What you should do: In the records below, one line contains "middle pip: (159, 114)". Print that line and every line after it exactly, down to the final one.

Dataset:
▼▼▼

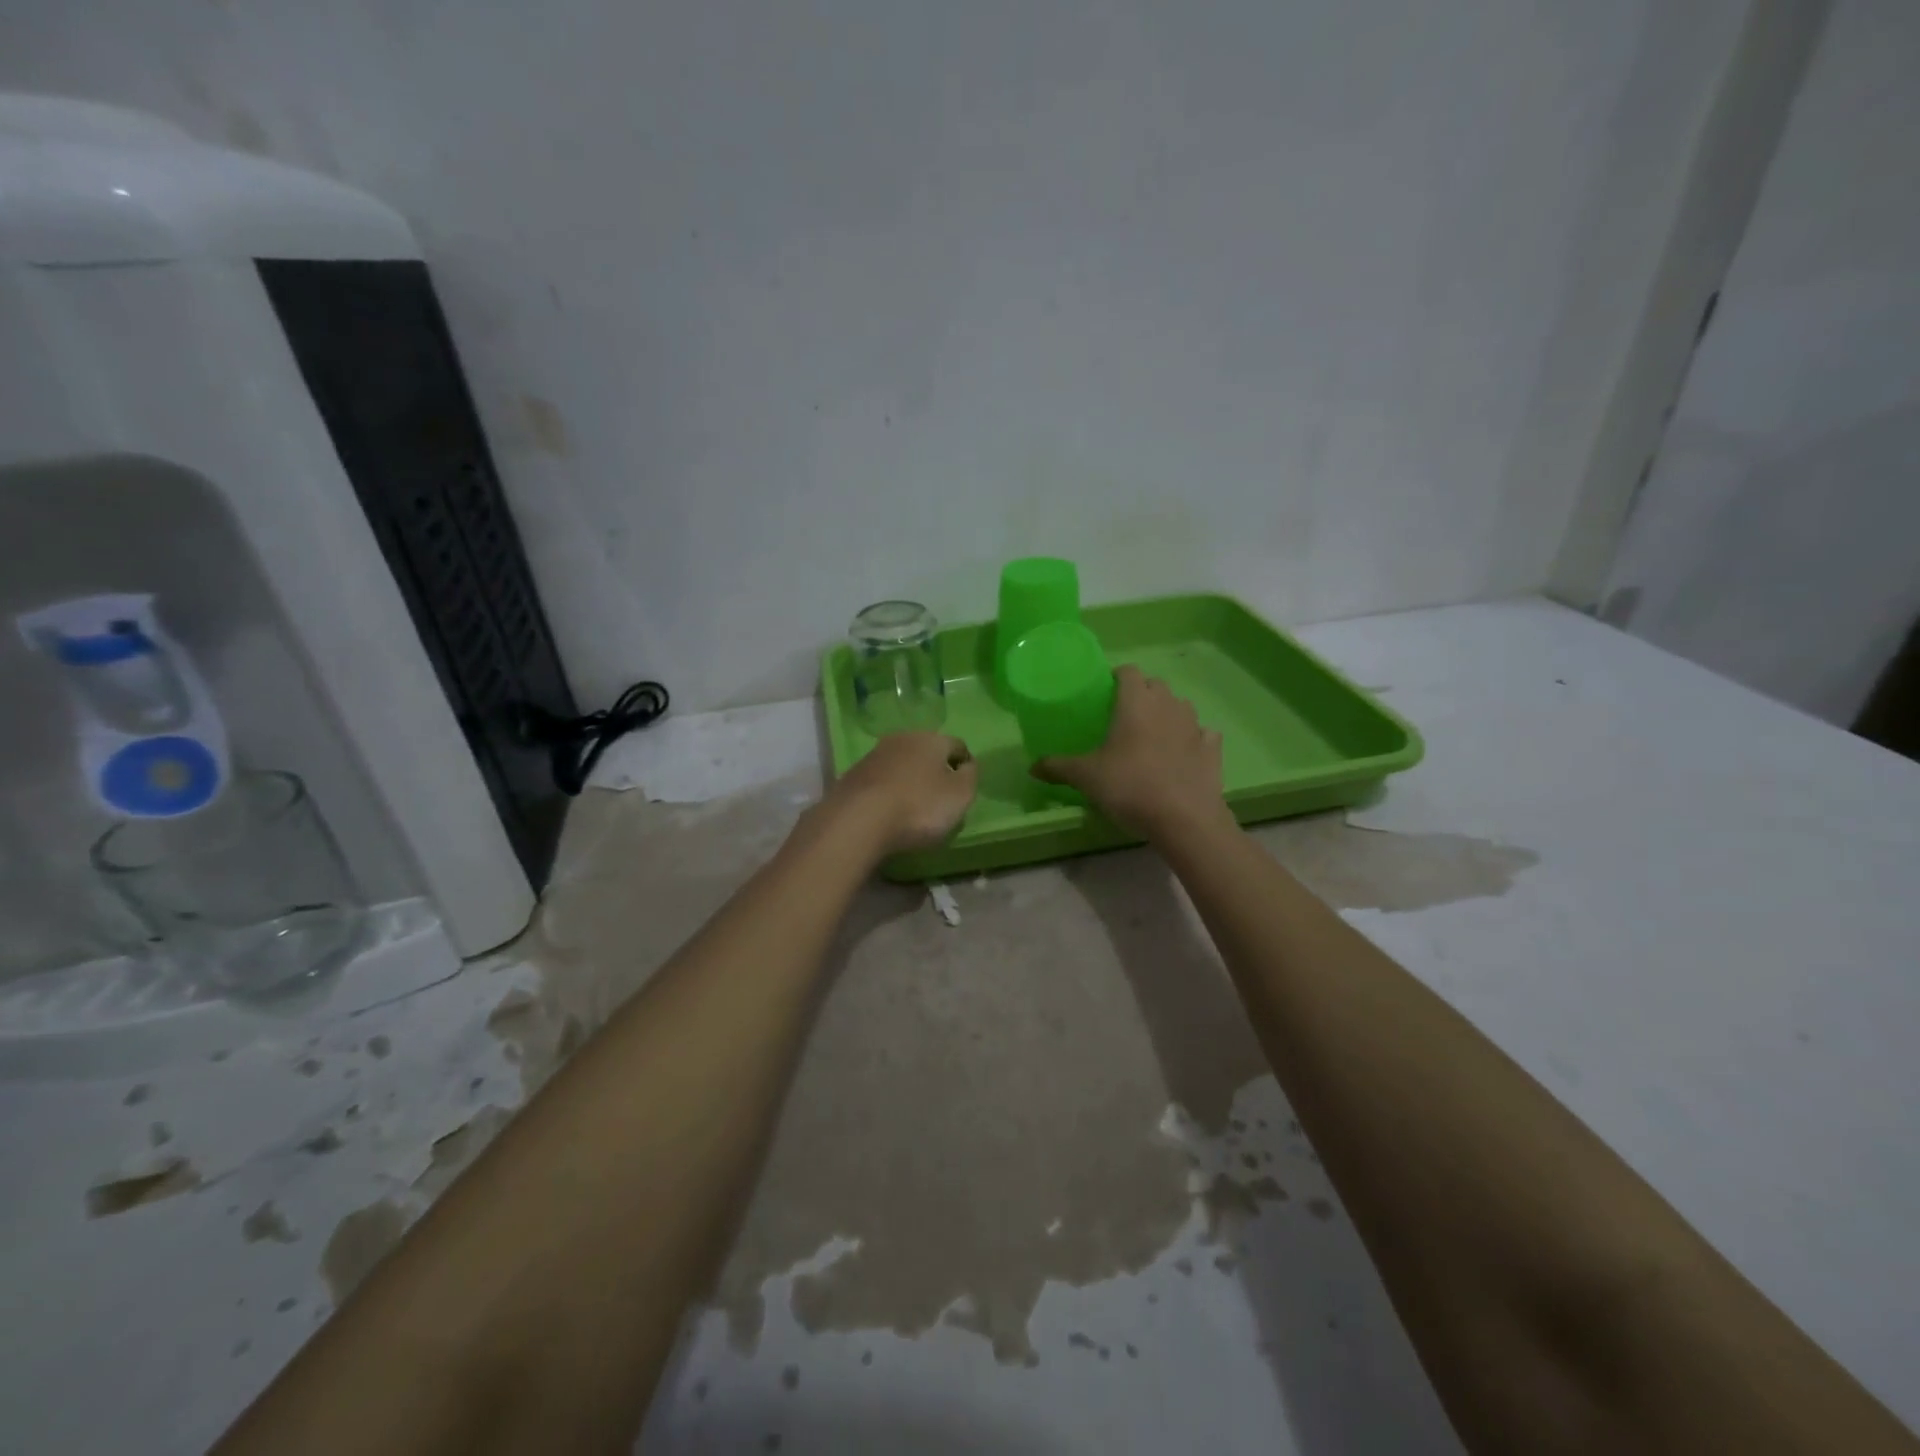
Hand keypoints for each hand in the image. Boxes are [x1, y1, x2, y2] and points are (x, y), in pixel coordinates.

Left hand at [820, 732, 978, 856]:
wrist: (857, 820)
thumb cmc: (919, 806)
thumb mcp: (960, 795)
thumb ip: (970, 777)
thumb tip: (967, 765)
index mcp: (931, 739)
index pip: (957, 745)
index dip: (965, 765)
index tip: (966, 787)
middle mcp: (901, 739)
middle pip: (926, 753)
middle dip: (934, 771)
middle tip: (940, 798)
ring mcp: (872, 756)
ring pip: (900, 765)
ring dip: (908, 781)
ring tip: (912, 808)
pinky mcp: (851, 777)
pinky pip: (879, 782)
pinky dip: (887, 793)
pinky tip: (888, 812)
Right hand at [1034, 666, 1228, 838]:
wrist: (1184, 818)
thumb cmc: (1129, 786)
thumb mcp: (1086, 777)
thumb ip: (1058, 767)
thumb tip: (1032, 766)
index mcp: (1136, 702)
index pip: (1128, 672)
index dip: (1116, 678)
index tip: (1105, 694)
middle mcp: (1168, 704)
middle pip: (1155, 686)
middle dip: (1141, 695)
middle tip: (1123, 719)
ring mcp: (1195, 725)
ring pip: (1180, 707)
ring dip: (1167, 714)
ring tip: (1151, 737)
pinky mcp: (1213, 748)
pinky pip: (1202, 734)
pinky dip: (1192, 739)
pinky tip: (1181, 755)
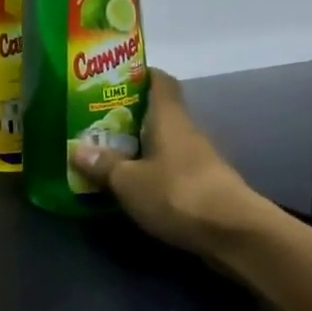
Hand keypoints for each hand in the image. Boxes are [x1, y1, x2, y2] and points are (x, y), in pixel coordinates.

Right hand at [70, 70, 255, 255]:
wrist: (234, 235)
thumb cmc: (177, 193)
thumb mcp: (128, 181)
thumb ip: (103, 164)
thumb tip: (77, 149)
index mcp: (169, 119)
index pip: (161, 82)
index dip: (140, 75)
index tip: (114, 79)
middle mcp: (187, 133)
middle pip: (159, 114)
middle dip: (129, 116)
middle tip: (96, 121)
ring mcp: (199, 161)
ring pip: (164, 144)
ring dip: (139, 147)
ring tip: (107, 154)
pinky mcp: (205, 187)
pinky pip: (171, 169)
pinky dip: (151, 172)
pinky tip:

▲▲▲

Exercise output:
middle pip: (159, 114)
middle dip: (129, 116)
middle tip: (96, 121)
ring mcp: (199, 161)
ring pip: (164, 144)
ring dip: (139, 147)
ring tip: (107, 154)
pinky mcp: (205, 187)
pinky pip: (171, 169)
pinky dip: (151, 172)
pinky tip:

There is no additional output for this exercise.